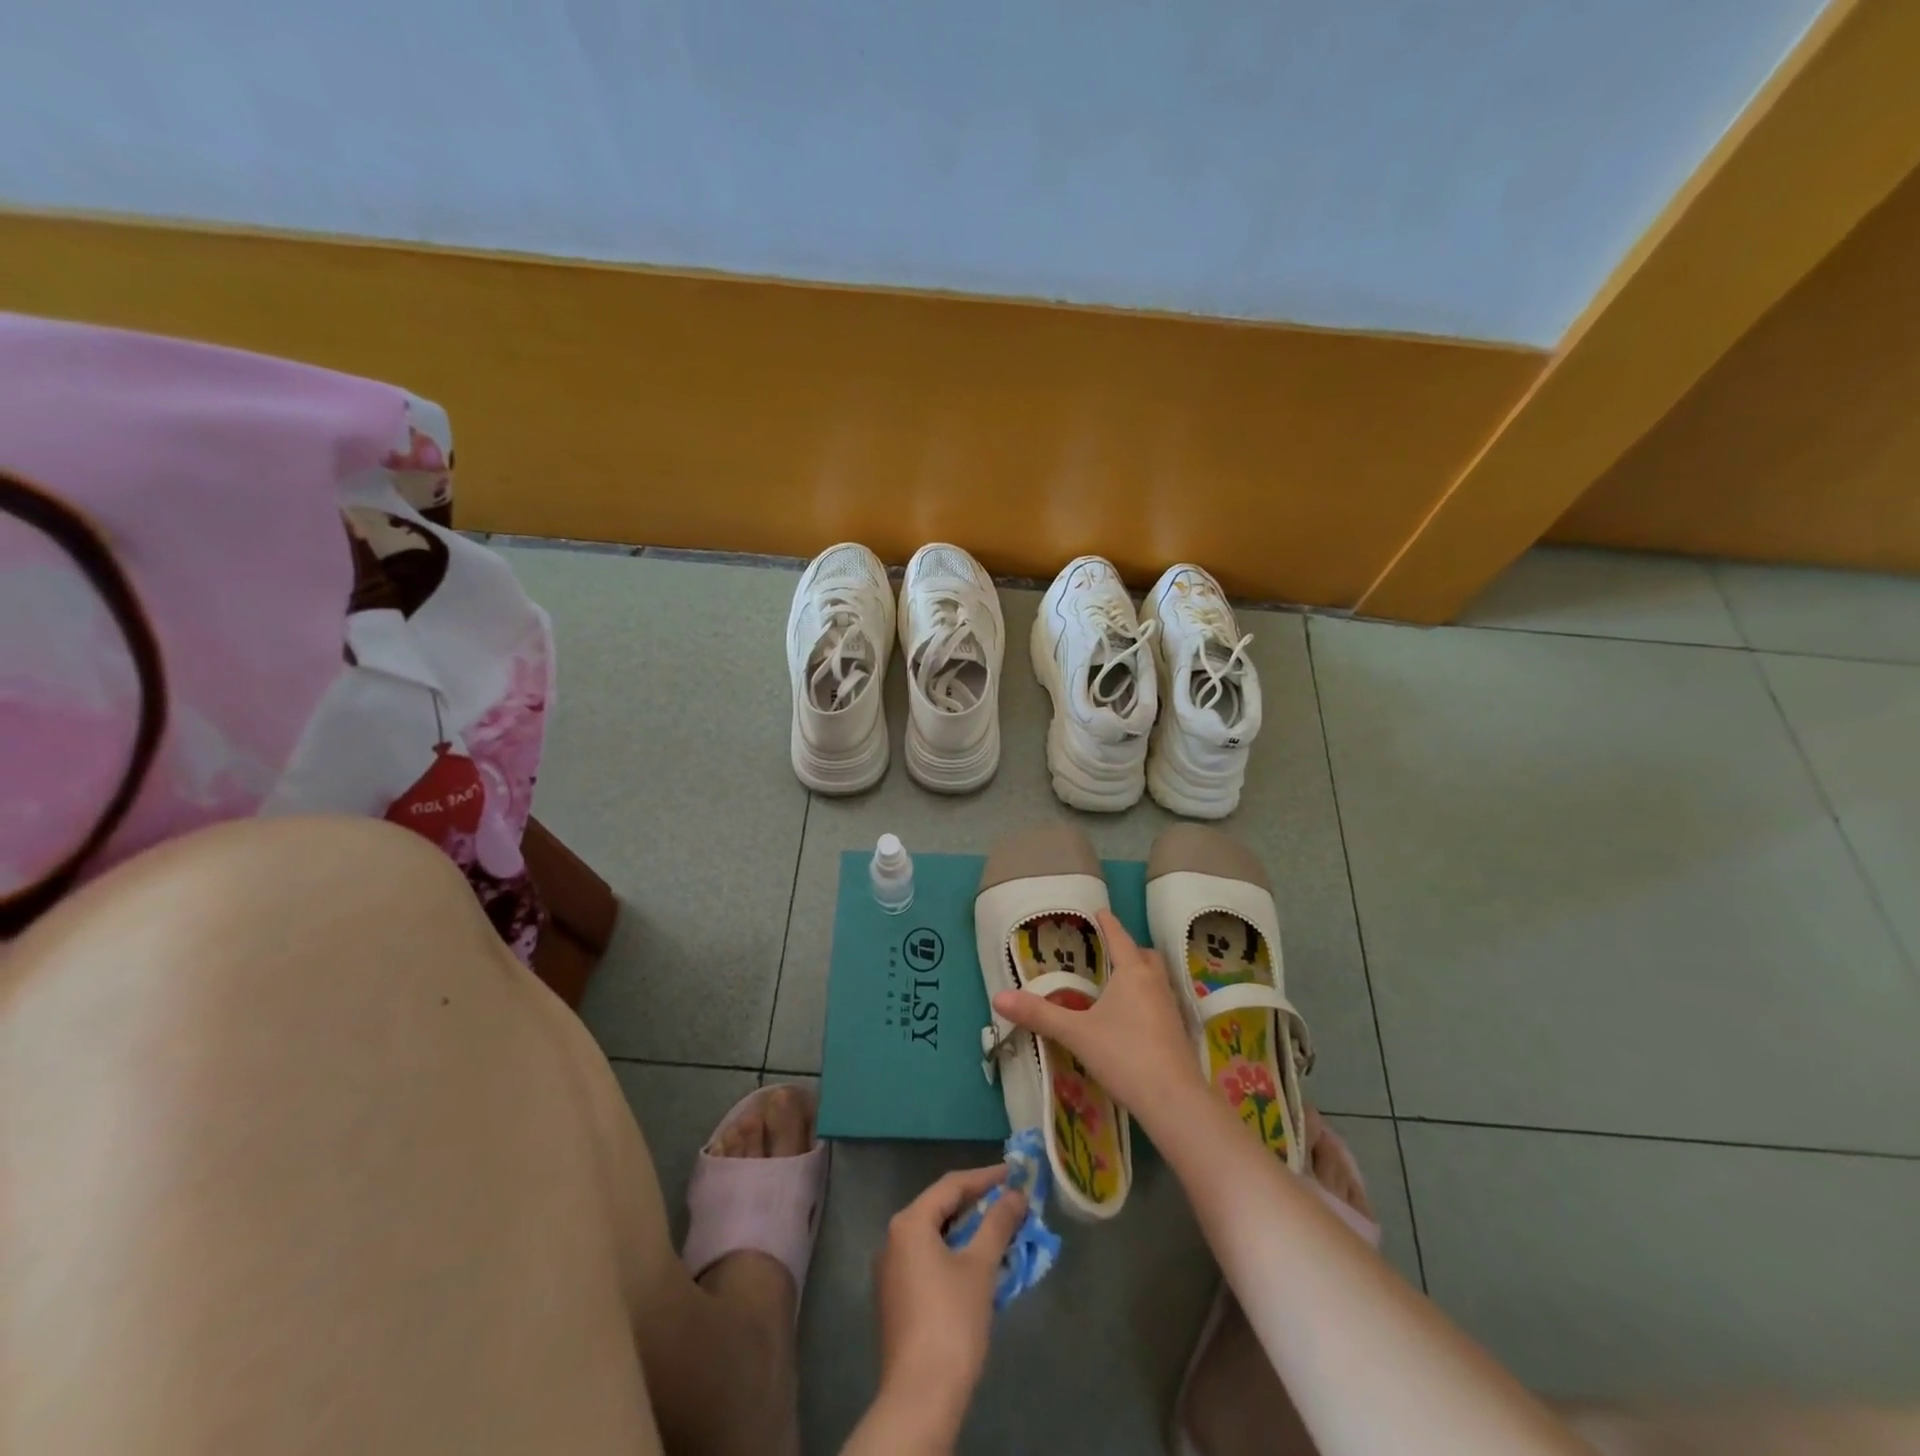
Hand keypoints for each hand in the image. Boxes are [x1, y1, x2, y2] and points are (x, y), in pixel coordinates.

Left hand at [870, 1164, 1027, 1440]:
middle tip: (1010, 1201)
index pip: (951, 1185)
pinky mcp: (896, 1297)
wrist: (921, 1395)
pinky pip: (928, 1259)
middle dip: (977, 1204)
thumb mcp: (980, 1266)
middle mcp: (893, 1238)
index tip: (1014, 1173)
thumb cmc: (952, 1320)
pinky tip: (978, 1265)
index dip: (985, 1178)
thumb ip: (998, 1224)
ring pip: (935, 1235)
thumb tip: (1015, 1195)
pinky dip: (954, 1253)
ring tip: (1000, 1230)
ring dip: (967, 1231)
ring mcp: (891, 1270)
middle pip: (940, 1208)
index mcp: (909, 1222)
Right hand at [991, 910, 1203, 1123]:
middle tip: (1109, 952)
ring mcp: (1171, 1009)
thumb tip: (998, 997)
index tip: (1100, 911)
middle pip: (1145, 956)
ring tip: (1118, 984)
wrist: (1174, 1101)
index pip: (1119, 938)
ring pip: (1156, 979)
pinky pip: (1161, 1002)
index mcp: (1132, 973)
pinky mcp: (1178, 1033)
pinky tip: (1133, 1018)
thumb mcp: (1076, 1033)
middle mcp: (1155, 984)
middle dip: (1129, 949)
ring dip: (1140, 974)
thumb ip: (1039, 1014)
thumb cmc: (1123, 1055)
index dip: (1108, 923)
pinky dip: (1147, 999)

***

* Task instructions
Go through the material and copy each line that contains "ring".

* Response area
ring pip: (935, 1235)
ring tip: (1000, 1230)
ring dip: (967, 1231)
ring mcp: (891, 1270)
ring mcp: (1171, 1009)
ring tip: (1118, 984)
ring pip: (1156, 979)
ring dip: (1140, 974)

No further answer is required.